O discurso pode ser considerado uma resposta à viúva de Gomes, Bernadeth Lyzio, que ameaçou, como forma de protesto, retirar o corpo do escritor do mausoléu da ABL, caso Campos fosse eleito para a cadeira que pertencia ao seu marido. Os filhos de Gomes, Guilherme, Denise e Alfredo, ao contrário, não se opuseram à candidatura de Campos, eleito em 23 de setembro, porque consideraram a eleição democrática. Eles não compareceram à cerimônia, mas enviaram uma nota de saudação a Campos: "Cabe-nos dizer que inteligências luminosas não se conflitam, ao contrário, somam-se", escreveram.
Protesto - O cartunista Jaguar fez um protesto às 17h na ABL. Ele colocou três ovos cozidos na calçada na frente do prédio da academia. "É para que o novo imortal chegue à academia pisando em ovos, assim como todos que votaram nele", disse. "De todas as hipocrisias que vi na ABL essa é a pior." Jaguar estava vestido com uma farda. Estiveram presentes na posse o ministro do Trabalho, Francisco Dornelles, representando o presidente Fernando Henrique Cardoso, o ex-governador de São Paulo Paulo Maluf, o prefeito do Rio, Luiz Paulo Conde e o vice-governador de Mato Grosso (Estado natal de Campos), José Rogério Sales.

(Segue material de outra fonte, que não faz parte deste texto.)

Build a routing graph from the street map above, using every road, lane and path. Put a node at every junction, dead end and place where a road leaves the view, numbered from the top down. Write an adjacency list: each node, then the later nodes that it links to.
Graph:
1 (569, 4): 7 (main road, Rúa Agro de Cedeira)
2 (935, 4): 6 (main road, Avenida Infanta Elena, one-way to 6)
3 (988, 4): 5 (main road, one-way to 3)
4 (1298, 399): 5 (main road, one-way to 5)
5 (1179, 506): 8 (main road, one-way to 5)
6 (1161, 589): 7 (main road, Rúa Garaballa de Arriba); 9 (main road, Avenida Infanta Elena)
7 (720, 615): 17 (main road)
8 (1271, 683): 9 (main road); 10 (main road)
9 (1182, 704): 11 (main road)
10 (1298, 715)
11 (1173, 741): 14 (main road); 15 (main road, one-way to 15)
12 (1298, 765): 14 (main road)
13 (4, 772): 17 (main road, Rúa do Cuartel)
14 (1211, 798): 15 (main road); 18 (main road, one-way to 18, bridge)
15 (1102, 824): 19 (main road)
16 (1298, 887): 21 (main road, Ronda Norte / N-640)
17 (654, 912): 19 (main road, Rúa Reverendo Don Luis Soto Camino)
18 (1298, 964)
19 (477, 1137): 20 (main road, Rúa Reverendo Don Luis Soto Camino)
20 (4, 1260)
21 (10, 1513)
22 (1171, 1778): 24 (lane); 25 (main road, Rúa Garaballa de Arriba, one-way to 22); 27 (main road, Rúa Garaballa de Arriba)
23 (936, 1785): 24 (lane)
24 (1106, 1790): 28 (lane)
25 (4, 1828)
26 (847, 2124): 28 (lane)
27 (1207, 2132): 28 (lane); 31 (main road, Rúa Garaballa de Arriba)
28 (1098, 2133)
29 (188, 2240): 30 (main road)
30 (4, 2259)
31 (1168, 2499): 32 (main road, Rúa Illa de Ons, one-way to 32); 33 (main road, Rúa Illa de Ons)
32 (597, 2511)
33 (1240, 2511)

Em seu discurso de posse, que começou pontualmente às 21h, Campos ressaltou que a cadeira 21 foi ocupada, ao longo dos anos, por pessoas de ideologias políticas opostas, alternando liberais e comunistas.
Outros imortais também ressaltaram a característica democrática da cadeira. "A academia foi fundada unindo monarquistas e republicanos em prol da cultura brasileira", lembrou o acadêmico e ex-presidente José Sarney. "Esquerda e direita são conceitos ultrapassados, de quem viveu antes da queda do muro de Berlim", disse Maluf.